Mr. Landgraf would not specify a ratings target that would spell success for "American Horror Story" or a timetable to decide whether to order additional seasons. His network has lately shown no hesitation in dropping struggling series. It did not pick up second seasons of "Terriers" and "Lights Out" and let go of its critically acclaimed legal thriller "Damages," which was picked up by DirecTV. Mr. Landgraf said those shows "were creative successes but outright commercial failures."
"If a show feels good creatively," he said, "like there's a passionate core audience or there's room for growth, then we have a tendency to be very tolerant."

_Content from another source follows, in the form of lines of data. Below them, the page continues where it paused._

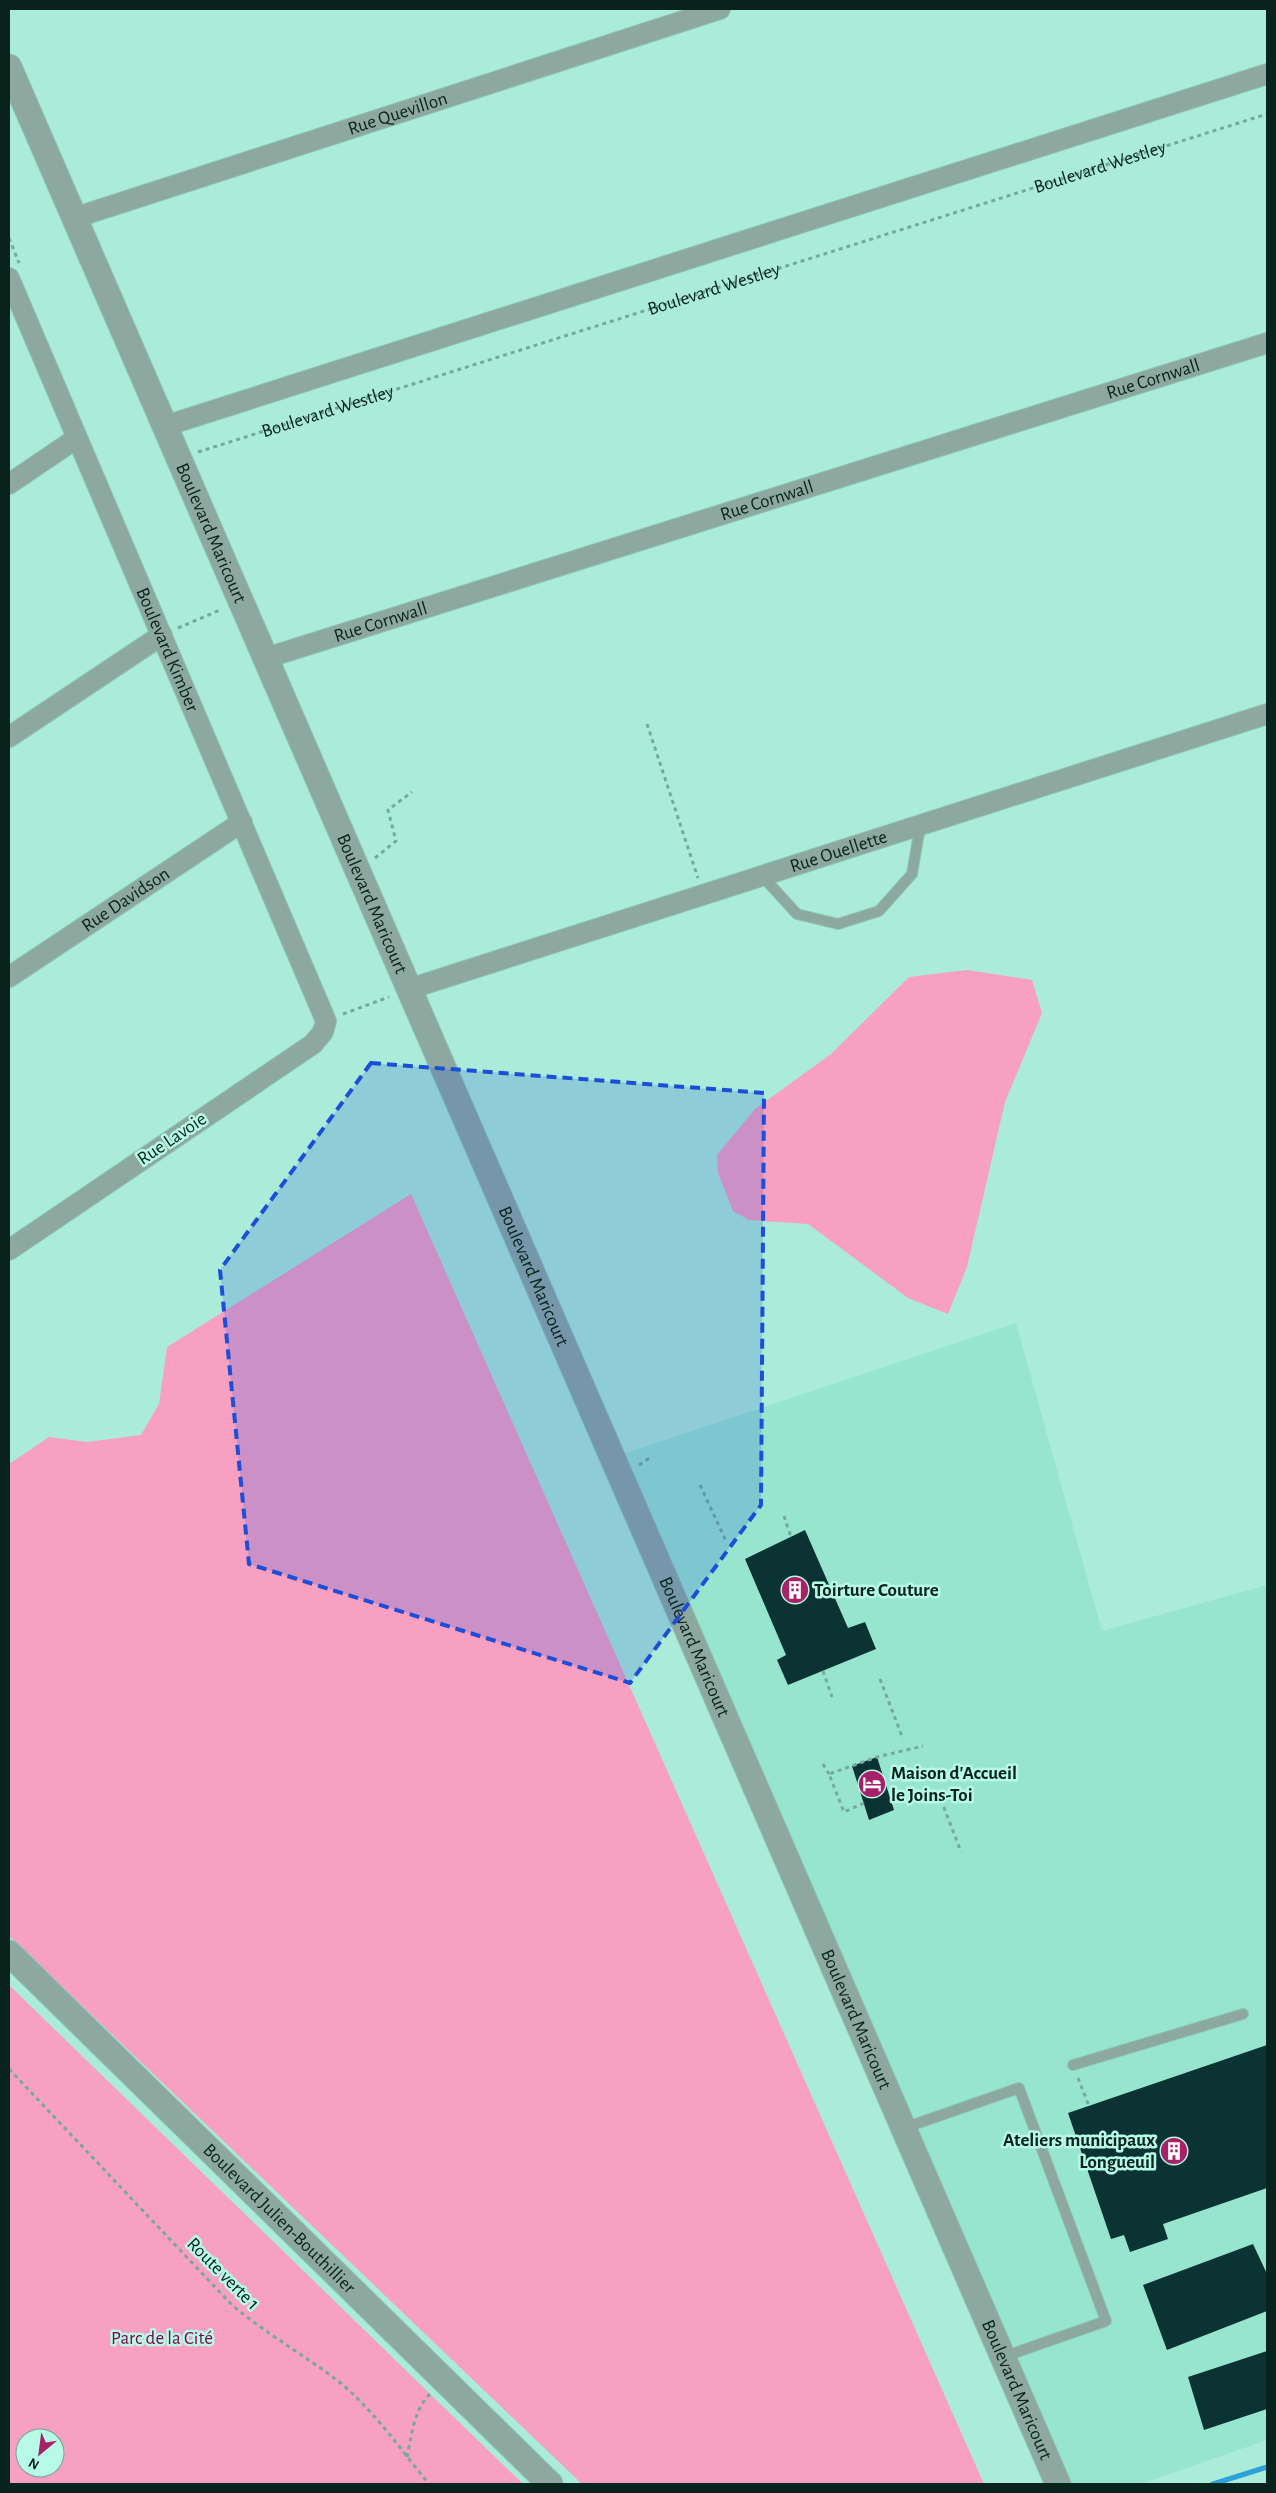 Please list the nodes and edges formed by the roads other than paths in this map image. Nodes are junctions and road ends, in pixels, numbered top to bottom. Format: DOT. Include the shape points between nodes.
graph roads {
  1 [pos="720,9"];
  2 [pos="9,67"];
  3 [pos="1267,74"];
  4 [pos="74,218"];
  5 [pos="9,278"];
  6 [pos="1267,343"];
  7 [pos="165,426"];
  8 [pos="77,438"];
  9 [pos="9,484"];
  10 [pos="169,632"];
  11 [pos="266,658"];
  12 [pos="1267,714"];
  13 [pos="9,737"];
  14 [pos="242,822"];
  15 [pos="920,827"];
  16 [pos="763,877"];
  17 [pos="9,977"];
  18 [pos="409,989"];
  19 [pos="334,1018"];
  20 [pos="9,1250"];
  21 [pos="9,1953"];
  22 [pos="1243,2014"];
  23 [pos="1073,2065"];
  24 [pos="904,2128"];
  25 [pos="1003,2357"];
  26 [pos="550,2484"];
  27 [pos="1058,2484"];
  1 -- 4 [label="street, Rue Quevillon"];
  2 -- 4 [label="street, Boulevard Maricourt"];
  3 -- 7 [label="street, Boulevard Westley"];
  4 -- 7 [label="street, Boulevard Maricourt"];
  5 -- 8 [label="street, Boulevard Kimber"];
  6 -- 11 [label="street, Rue Cornwall"];
  7 -- 11 [label="street, Boulevard Maricourt"];
  8 -- 9 [label="street"];
  8 -- 10 [label="street, Boulevard Kimber"];
  10 -- 13 [label="street"];
  10 -- 14 [label="street, Boulevard Kimber"];
  11 -- 18 [label="street, Boulevard Maricourt"];
  12 -- 15 [label="street, Rue Ouellette"];
  14 -- 17 [label="street, Rue Davidson"];
  14 -- 19 [label="street, Boulevard Kimber"];
  15 -- 16 [label="street, Rue Ouellette"];
  15 -- 16 [label="lane" via="912,874 880,911 838,924 797,914"];
  16 -- 18 [label="street, Rue Ouellette"];
  18 -- 24 [label="street, Boulevard Maricourt"];
  19 -- 20 [label="street, Rue Lavoie" via="313,1044"];
  21 -- 26 [label="street, Boulevard Julien-Bouthillier"];
  22 -- 23 [label="lane"];
  24 -- 25 [label="street, Boulevard Maricourt"];
  24 -- 25 [label="lane" via="1019,2088 1106,2321"];
  25 -- 27 [label="street, Boulevard Maricourt"];
}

Mr. Murphy meanwhile is already thinking ahead to projects beyond this series, including a film adaptation of "The Normal Heart," Larry Kramer's drama about the birth of AIDS activism in 1980s New York, that he will direct.
Mr. Falchuk, who said he already doesn't sleep or see his family enough, seemed satisfied to be busy running two television shows simultaneously and to have a colleague who challenges his cultural tastes.
"That balance works," Mr. Falchuk said. "It lets neither of us go off into our easy places."
Mr. Murphy said, "I am just thrilled that I live in a world where I get to introduce Brad to, like, 'Eyes of Laura Mars' and 'Cabaret.' "
And, Mr. Falchuk added, "I can sit Ryan down and we can watch a football game together."
For the first time in the conversation Mr. Murphy sounded genuinely horrified. "What?" he exclaimed.
Mr. Falchuk laughed. "You did it once," he said.